Liquidity and Capital Resources

     At September 30, 2000, Circle.com had $0.8 million in cash and equivalents.
Cash and equivalents decreased $1.2 million during the nine months ended
September 30, 2000 due to the $12.5 million used in operating activities, and
the $10.1 million used in investing activities, offset by the $21.4 million
provided by financing activities during the period. The $21.4 million cash
provided by financing activities consists primarily of proceeds received from
SNC on an intra-group revolving credit basis, discussed below.

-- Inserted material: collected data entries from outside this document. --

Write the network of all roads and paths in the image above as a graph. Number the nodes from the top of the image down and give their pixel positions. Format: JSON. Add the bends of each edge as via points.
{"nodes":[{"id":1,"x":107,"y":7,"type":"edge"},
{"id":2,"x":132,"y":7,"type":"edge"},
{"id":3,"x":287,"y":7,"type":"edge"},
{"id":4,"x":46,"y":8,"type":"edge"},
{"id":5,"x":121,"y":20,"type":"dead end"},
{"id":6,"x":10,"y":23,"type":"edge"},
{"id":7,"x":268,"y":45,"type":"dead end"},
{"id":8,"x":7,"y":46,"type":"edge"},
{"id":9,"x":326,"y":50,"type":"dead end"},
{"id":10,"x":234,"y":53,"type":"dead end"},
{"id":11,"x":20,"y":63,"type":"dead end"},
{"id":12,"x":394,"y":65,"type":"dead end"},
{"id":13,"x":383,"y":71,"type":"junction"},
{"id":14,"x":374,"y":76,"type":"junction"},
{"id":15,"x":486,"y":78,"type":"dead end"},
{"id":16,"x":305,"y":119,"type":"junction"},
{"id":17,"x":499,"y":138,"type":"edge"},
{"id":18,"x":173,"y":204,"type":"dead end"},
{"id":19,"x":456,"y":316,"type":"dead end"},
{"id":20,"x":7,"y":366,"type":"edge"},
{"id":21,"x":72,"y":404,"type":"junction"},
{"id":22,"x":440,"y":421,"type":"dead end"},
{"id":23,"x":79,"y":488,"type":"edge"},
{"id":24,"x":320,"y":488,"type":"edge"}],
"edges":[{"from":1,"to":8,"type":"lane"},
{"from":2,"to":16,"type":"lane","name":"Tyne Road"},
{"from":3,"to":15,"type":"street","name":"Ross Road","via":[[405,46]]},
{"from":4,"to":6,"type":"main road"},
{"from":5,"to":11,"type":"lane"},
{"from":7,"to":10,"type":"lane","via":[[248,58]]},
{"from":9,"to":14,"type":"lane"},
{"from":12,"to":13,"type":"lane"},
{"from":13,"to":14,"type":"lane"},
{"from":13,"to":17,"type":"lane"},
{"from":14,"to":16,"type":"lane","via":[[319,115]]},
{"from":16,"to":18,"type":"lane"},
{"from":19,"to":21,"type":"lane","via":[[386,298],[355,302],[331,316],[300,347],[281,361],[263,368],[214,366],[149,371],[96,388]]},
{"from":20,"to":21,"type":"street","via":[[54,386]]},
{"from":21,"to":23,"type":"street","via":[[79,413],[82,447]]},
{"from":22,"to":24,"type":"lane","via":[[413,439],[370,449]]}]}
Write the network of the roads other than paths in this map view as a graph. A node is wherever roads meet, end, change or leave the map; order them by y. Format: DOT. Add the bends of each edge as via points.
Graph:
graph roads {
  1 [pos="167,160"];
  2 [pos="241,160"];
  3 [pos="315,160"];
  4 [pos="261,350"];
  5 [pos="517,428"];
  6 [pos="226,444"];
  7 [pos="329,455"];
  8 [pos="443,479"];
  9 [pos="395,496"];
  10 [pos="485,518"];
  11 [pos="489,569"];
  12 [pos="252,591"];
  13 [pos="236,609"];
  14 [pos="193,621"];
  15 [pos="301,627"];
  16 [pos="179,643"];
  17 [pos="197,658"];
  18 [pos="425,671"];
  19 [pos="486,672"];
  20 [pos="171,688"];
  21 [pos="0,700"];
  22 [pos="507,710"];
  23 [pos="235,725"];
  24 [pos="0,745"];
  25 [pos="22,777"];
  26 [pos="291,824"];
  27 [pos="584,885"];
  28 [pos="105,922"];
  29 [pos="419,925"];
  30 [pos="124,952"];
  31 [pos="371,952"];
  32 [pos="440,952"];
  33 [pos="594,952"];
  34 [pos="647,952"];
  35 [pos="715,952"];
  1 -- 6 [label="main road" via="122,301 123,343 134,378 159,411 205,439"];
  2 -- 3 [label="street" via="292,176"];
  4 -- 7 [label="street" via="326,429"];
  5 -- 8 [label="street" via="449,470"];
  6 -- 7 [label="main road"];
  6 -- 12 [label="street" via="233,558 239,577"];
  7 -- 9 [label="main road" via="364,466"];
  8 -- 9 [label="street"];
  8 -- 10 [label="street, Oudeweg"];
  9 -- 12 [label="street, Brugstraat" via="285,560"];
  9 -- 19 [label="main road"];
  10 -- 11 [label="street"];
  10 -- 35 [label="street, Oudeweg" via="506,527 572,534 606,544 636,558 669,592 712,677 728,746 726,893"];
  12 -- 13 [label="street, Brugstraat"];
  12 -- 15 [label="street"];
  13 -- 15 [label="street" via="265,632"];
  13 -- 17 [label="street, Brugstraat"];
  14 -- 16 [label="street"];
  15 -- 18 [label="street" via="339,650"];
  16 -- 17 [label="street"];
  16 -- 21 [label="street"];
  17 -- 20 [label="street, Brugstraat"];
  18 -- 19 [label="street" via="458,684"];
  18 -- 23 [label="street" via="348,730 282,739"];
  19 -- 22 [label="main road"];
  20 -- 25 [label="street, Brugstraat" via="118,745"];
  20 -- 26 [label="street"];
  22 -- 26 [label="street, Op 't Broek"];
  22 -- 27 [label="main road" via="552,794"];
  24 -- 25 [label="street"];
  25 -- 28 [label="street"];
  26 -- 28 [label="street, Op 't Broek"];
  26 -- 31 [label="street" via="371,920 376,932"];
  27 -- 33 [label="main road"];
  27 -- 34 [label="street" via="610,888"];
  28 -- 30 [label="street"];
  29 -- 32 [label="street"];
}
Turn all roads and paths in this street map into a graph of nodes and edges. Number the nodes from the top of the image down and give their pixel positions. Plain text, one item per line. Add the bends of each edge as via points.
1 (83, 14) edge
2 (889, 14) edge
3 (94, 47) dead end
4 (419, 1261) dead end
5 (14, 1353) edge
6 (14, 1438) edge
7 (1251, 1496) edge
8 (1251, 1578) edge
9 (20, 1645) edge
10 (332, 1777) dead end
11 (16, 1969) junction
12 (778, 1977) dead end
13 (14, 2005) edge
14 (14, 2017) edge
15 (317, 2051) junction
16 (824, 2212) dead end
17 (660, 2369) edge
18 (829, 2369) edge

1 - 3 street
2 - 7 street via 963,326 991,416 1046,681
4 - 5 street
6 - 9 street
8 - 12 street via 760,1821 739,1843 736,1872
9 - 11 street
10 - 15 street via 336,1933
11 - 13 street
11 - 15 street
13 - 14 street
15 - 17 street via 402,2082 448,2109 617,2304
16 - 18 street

The $10.1 million
cash used in investing activities consists primarily of cash used for capital
expenditures and to earn-out payments related to a previously acquired business.

     Circle.com has incurred cumulative losses of $31.6 million from its
inception through September 30, 2000. Circle.com recorded a net loss of $6.0
million in the third quarter of 2000. Circle.com has relied on investments and
advances from SNC in order to build its business, acquire Internet services
companies, and to fund its operating and net losses.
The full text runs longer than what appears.